▸ **TASK ITEM**
Filter the listing for lines containing "MEARSE".

DATA IN THIS EXERCISE Block Start

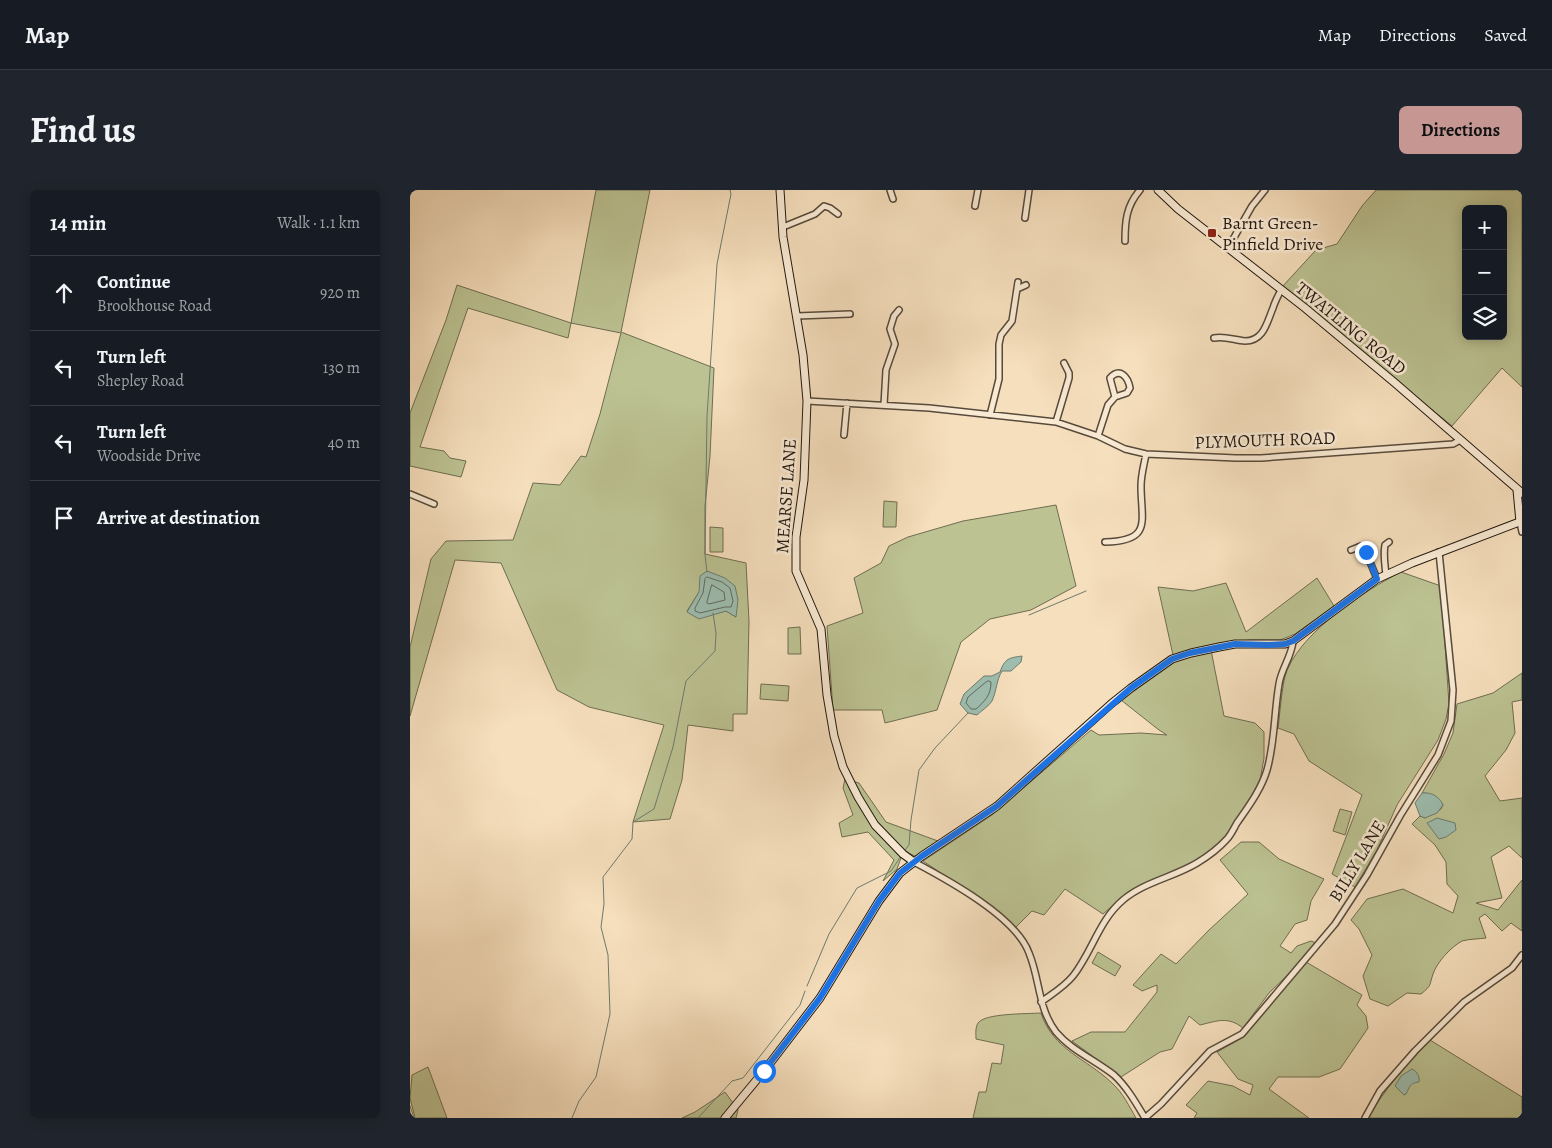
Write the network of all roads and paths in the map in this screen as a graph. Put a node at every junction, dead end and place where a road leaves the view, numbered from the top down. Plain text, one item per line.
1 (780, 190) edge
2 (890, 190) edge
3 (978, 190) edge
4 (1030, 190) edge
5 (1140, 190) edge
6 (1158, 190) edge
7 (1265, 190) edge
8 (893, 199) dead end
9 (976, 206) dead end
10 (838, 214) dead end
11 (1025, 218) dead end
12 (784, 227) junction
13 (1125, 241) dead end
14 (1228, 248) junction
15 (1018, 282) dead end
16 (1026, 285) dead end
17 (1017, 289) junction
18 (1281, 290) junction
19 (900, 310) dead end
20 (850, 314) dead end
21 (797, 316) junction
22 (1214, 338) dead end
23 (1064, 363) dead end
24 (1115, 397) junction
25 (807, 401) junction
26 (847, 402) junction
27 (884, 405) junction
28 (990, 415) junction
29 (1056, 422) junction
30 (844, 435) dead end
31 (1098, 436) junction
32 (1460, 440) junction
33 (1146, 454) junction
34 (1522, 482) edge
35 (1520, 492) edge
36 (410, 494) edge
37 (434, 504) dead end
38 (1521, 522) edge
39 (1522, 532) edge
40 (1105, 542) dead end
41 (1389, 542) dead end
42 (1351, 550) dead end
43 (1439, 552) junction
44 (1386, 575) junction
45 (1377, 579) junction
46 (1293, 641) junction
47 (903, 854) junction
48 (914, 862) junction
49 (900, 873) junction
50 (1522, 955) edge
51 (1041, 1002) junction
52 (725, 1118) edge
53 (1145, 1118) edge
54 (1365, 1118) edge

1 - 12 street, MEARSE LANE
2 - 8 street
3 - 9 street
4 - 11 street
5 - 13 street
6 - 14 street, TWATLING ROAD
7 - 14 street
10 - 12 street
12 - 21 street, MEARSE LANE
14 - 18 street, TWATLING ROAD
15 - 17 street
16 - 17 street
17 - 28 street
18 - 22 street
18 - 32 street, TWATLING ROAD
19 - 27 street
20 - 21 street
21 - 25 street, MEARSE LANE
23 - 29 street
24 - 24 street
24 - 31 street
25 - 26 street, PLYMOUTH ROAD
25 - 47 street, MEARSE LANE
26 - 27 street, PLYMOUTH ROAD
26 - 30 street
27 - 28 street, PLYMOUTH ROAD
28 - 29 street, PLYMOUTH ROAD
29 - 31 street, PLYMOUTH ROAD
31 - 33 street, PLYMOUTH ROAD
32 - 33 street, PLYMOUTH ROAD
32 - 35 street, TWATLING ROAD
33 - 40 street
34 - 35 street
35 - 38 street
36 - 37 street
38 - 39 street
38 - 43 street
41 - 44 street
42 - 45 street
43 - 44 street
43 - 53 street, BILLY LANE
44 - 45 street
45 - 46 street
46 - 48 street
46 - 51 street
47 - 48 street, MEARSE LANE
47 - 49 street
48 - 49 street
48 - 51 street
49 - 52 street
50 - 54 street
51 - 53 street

DATA IN THIS EXERCISE Block End
DATA IN THIS EXERCISE Block Start

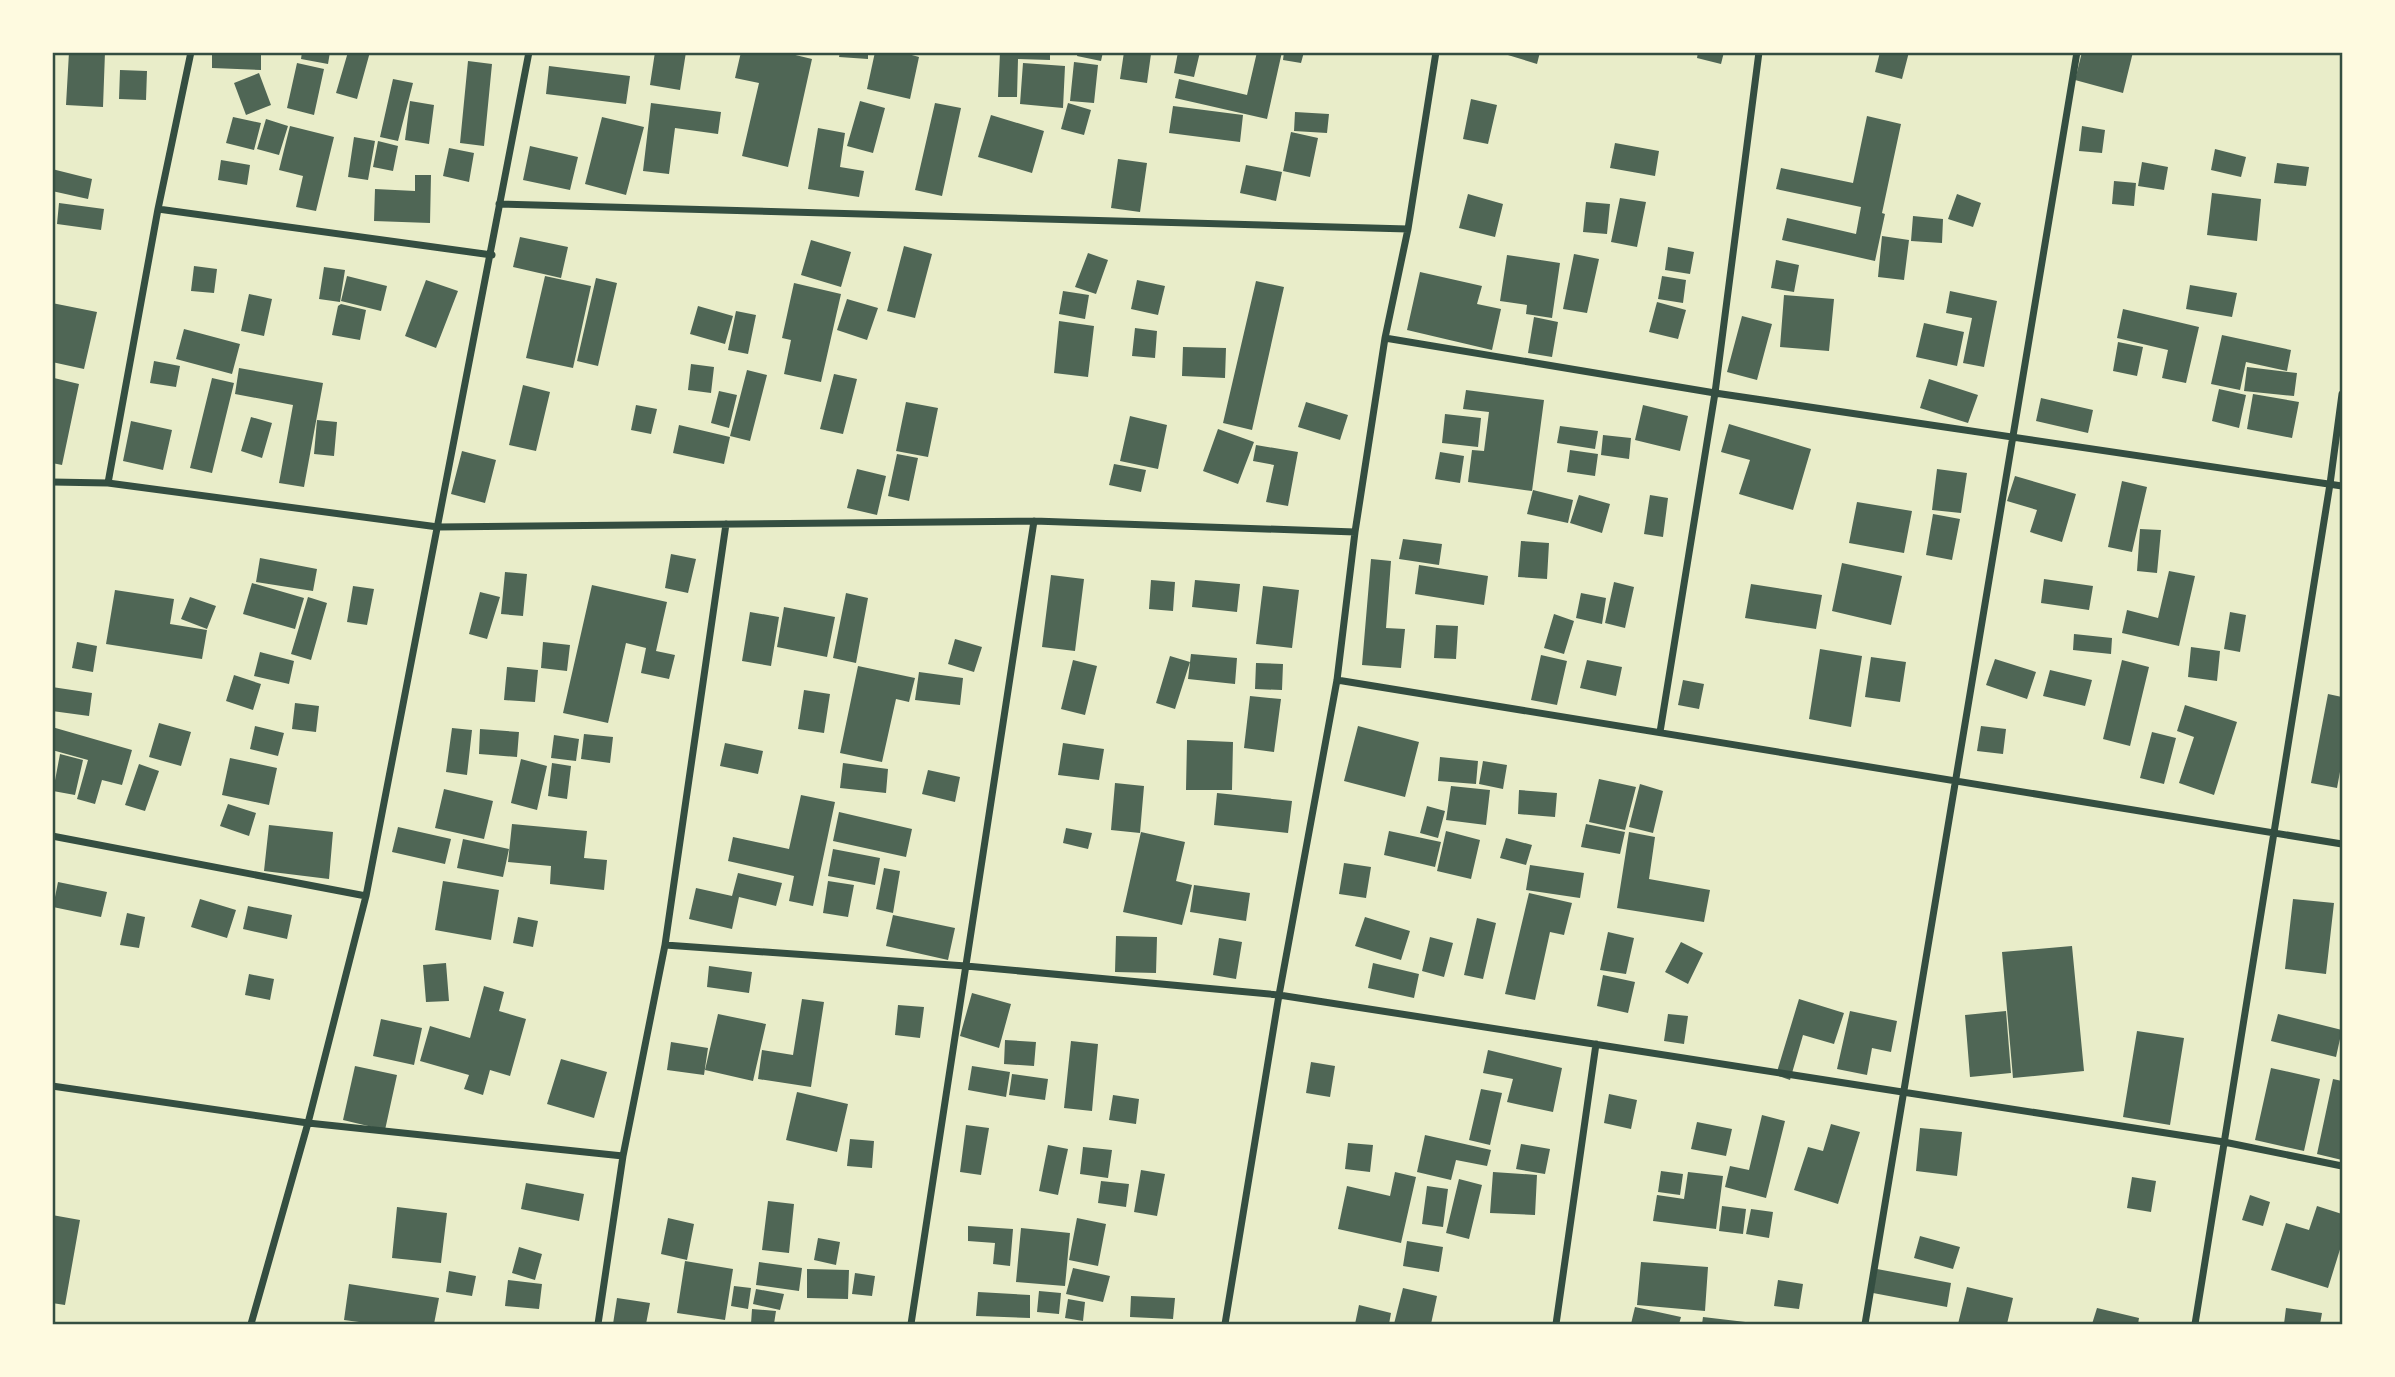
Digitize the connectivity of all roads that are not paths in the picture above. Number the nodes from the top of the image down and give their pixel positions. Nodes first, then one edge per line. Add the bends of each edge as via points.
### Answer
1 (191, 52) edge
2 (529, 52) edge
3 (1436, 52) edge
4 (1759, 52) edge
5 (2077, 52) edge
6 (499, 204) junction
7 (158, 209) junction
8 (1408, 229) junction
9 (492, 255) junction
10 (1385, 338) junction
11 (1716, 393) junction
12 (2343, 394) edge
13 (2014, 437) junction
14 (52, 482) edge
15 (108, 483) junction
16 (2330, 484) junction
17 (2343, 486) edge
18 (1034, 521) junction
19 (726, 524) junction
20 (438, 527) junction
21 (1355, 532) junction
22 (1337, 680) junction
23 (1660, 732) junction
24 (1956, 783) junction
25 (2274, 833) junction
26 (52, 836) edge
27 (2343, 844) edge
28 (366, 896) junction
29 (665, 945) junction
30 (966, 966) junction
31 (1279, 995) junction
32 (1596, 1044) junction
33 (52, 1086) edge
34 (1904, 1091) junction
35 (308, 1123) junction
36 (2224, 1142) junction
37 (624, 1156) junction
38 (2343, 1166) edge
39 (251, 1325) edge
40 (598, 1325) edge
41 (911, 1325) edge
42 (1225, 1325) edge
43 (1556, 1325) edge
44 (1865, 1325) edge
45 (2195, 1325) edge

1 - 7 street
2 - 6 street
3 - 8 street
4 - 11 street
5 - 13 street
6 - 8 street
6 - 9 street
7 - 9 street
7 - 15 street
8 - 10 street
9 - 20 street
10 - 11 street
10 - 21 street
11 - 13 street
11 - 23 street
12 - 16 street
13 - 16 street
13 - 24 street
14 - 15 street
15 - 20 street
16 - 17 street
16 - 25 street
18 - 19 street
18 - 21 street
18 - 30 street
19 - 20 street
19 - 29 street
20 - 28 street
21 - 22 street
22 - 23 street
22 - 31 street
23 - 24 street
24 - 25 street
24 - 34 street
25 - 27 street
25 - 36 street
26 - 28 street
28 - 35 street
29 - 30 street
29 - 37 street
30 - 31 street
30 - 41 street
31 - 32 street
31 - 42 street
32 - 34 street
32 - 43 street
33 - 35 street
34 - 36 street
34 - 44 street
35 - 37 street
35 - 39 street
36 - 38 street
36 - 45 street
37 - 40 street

DATA IN THIS EXERCISE Block End

▸ **TASK RESULT**
1 - 12 street, MEARSE LANE
12 - 21 street, MEARSE LANE
21 - 25 street, MEARSE LANE
25 - 47 street, MEARSE LANE
47 - 48 street, MEARSE LANE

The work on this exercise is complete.